James Newton Howard has for the past twenty years demonstrated a versatility rare among film and television composers. From early film scores such as Pretty Woman (1990) and The Fugitive (1993) to his recent work in M. Night Shyamalan's films, Howard has earned his reputation as one of the top film composers of his generation. There are various ways one can measure his success: in awards and award nominations (there are many of both), in the critical acclaim of films he has done, or in the number of websites and YouTube postings devoted to his work. Ultimately the most significant indication of his standing is simply this: only a handful of film composers active today will attract musically aware viewers to a film, and Howard is one of them.

Howard's film career shows a trajectory from keyboard to symphony, exhibiting in his early years the influences of the pop and rock styles of his friend and employer Elton John to more recent scores that have been influenced by composers such as Stravinsky.
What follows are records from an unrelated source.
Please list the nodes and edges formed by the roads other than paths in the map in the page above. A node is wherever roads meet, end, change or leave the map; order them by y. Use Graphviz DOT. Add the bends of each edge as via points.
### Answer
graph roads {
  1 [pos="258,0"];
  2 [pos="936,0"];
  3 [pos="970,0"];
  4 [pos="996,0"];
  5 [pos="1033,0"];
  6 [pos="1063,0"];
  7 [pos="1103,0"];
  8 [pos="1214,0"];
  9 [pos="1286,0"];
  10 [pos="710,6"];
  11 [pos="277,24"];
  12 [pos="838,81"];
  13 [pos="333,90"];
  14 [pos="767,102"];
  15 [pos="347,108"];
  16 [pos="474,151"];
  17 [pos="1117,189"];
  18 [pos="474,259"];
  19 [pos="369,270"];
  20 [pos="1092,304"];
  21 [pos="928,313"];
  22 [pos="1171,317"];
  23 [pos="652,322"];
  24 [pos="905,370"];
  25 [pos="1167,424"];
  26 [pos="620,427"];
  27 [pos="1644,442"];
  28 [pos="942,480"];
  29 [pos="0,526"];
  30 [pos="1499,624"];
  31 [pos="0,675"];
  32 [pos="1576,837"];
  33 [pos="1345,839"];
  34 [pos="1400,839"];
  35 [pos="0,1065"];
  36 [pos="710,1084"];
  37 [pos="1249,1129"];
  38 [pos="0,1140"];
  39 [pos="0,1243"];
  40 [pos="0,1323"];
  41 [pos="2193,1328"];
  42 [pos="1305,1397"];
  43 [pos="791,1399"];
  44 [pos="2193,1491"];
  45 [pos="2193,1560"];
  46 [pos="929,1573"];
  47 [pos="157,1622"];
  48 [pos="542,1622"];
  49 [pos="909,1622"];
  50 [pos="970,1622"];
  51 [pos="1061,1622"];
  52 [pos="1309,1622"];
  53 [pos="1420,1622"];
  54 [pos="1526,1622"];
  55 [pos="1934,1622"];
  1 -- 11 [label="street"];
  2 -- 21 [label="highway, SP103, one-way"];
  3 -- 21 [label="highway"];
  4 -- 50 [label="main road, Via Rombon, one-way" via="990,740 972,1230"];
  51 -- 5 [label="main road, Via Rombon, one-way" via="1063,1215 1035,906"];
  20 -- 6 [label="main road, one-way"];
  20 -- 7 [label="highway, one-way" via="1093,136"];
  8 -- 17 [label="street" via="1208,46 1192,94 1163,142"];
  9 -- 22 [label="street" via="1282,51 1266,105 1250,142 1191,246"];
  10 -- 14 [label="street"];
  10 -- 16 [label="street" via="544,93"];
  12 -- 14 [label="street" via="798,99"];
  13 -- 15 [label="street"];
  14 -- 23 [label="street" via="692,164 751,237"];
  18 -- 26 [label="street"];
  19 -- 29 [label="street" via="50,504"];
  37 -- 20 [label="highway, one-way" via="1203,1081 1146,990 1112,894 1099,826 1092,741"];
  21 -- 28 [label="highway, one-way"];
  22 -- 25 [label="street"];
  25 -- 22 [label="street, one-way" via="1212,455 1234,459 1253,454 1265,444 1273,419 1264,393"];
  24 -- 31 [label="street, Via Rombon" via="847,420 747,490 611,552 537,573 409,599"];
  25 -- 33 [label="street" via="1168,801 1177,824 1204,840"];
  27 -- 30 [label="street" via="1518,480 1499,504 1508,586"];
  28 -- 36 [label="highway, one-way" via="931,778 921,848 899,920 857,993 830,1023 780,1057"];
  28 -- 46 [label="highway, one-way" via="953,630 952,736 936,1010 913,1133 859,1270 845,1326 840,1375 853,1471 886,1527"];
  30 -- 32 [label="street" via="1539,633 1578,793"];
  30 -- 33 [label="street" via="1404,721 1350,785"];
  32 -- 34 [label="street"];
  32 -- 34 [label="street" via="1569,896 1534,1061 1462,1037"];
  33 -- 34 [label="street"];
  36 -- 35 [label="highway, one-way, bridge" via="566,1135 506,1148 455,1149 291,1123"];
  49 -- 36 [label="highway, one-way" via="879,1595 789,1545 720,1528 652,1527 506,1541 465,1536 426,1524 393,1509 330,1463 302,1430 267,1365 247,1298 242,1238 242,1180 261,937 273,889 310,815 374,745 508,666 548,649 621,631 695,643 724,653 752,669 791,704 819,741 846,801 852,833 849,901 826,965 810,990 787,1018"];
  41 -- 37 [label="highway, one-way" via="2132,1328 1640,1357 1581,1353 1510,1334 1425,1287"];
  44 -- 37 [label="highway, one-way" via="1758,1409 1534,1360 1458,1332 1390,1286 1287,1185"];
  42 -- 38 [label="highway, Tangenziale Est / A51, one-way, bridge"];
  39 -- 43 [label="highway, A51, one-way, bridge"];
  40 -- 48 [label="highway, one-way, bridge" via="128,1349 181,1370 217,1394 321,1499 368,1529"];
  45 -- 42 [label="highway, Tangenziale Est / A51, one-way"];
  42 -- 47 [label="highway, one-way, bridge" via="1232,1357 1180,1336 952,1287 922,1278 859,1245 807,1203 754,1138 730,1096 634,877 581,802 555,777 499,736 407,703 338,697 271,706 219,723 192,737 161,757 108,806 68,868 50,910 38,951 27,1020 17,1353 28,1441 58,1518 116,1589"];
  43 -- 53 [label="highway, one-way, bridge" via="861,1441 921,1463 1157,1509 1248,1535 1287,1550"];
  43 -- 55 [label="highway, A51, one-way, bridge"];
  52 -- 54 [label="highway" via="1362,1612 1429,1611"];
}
The chance to work with orchestra and choir in Flatliners (1990) opened new possibilities for Howard, but the pop background still shows in the electronic percussion sounds of his first action movie, The Fugitive (1993). By Wyatt Earp (1994), after a decade of writing for film, Howard had begun to think orchestrally. Howard's music can rival the aggressive rhythms of Stravinsky or the airy melodies of Copland when the dramatic moment calls for action or heroism. His penchant for driving rhythms has led him to use meters that have five or seven beats to a bar in several films (Waterworld from 1995 and King Kong from 2005, [End Page 320] for example), and in Wyatt Earp, one of his best scores (whatever one thinks of the film), he even managed to pull off the sauntering walk to the OK corral in 5/8 time, a feat worthy of Bartók.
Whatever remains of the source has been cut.